━━ Entries supplied ━━

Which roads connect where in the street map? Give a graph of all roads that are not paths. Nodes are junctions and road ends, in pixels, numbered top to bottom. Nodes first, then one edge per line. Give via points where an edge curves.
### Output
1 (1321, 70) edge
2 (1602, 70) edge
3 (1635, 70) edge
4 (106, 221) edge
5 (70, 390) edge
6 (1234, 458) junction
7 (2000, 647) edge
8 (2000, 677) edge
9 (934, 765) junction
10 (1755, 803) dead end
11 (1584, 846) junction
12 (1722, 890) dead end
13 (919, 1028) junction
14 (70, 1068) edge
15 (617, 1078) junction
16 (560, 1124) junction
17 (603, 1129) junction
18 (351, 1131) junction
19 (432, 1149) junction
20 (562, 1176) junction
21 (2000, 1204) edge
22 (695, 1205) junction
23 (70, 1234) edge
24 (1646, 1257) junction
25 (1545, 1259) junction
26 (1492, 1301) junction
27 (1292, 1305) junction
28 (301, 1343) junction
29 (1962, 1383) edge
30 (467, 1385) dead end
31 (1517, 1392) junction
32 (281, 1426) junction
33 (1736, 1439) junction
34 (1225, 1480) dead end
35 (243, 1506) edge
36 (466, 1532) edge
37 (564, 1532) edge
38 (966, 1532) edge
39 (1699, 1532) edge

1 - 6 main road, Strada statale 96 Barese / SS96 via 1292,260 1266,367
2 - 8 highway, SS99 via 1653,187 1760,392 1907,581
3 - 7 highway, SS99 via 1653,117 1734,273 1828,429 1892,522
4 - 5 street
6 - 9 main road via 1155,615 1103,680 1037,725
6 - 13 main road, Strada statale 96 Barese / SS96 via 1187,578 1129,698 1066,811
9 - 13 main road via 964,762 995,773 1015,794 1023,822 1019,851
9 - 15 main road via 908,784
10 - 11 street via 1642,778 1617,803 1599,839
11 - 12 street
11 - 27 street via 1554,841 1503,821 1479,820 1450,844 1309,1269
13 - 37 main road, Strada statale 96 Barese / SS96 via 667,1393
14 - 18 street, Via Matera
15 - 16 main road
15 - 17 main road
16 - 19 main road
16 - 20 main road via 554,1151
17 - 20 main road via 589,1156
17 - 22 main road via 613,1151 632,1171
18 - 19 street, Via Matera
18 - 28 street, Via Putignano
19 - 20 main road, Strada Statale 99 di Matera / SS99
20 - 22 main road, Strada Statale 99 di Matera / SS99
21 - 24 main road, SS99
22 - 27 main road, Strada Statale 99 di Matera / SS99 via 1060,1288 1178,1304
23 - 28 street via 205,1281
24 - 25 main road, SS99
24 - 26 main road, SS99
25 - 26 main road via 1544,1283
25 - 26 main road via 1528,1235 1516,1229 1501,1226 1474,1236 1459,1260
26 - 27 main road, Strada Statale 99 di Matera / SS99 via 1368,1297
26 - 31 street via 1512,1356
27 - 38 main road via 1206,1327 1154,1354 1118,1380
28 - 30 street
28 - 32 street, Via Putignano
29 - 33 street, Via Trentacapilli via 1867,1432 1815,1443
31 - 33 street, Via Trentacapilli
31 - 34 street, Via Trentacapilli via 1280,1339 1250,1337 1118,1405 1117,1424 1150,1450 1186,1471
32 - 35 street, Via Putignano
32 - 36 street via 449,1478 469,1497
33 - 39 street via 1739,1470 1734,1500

━━━

Set the data down once more, exactly as it stands.

- _Response for this exercise_
Which roads connect where in the street map? Give a graph of all roads that are not paths. Nodes are junctions and road ends, in pixels, numbered top to bottom. Nodes first, then one edge per line. Give via points where an edge curves.
### Output
1 (1321, 70) edge
2 (1602, 70) edge
3 (1635, 70) edge
4 (106, 221) edge
5 (70, 390) edge
6 (1234, 458) junction
7 (2000, 647) edge
8 (2000, 677) edge
9 (934, 765) junction
10 (1755, 803) dead end
11 (1584, 846) junction
12 (1722, 890) dead end
13 (919, 1028) junction
14 (70, 1068) edge
15 (617, 1078) junction
16 (560, 1124) junction
17 (603, 1129) junction
18 (351, 1131) junction
19 (432, 1149) junction
20 (562, 1176) junction
21 (2000, 1204) edge
22 (695, 1205) junction
23 (70, 1234) edge
24 (1646, 1257) junction
25 (1545, 1259) junction
26 (1492, 1301) junction
27 (1292, 1305) junction
28 (301, 1343) junction
29 (1962, 1383) edge
30 (467, 1385) dead end
31 (1517, 1392) junction
32 (281, 1426) junction
33 (1736, 1439) junction
34 (1225, 1480) dead end
35 (243, 1506) edge
36 (466, 1532) edge
37 (564, 1532) edge
38 (966, 1532) edge
39 (1699, 1532) edge

1 - 6 main road, Strada statale 96 Barese / SS96 via 1292,260 1266,367
2 - 8 highway, SS99 via 1653,187 1760,392 1907,581
3 - 7 highway, SS99 via 1653,117 1734,273 1828,429 1892,522
4 - 5 street
6 - 9 main road via 1155,615 1103,680 1037,725
6 - 13 main road, Strada statale 96 Barese / SS96 via 1187,578 1129,698 1066,811
9 - 13 main road via 964,762 995,773 1015,794 1023,822 1019,851
9 - 15 main road via 908,784
10 - 11 street via 1642,778 1617,803 1599,839
11 - 12 street
11 - 27 street via 1554,841 1503,821 1479,820 1450,844 1309,1269
13 - 37 main road, Strada statale 96 Barese / SS96 via 667,1393
14 - 18 street, Via Matera
15 - 16 main road
15 - 17 main road
16 - 19 main road
16 - 20 main road via 554,1151
17 - 20 main road via 589,1156
17 - 22 main road via 613,1151 632,1171
18 - 19 street, Via Matera
18 - 28 street, Via Putignano
19 - 20 main road, Strada Statale 99 di Matera / SS99
20 - 22 main road, Strada Statale 99 di Matera / SS99
21 - 24 main road, SS99
22 - 27 main road, Strada Statale 99 di Matera / SS99 via 1060,1288 1178,1304
23 - 28 street via 205,1281
24 - 25 main road, SS99
24 - 26 main road, SS99
25 - 26 main road via 1544,1283
25 - 26 main road via 1528,1235 1516,1229 1501,1226 1474,1236 1459,1260
26 - 27 main road, Strada Statale 99 di Matera / SS99 via 1368,1297
26 - 31 street via 1512,1356
27 - 38 main road via 1206,1327 1154,1354 1118,1380
28 - 30 street
28 - 32 street, Via Putignano
29 - 33 street, Via Trentacapilli via 1867,1432 1815,1443
31 - 33 street, Via Trentacapilli
31 - 34 street, Via Trentacapilli via 1280,1339 1250,1337 1118,1405 1117,1424 1150,1450 1186,1471
32 - 35 street, Via Putignano
32 - 36 street via 449,1478 469,1497
33 - 39 street via 1739,1470 1734,1500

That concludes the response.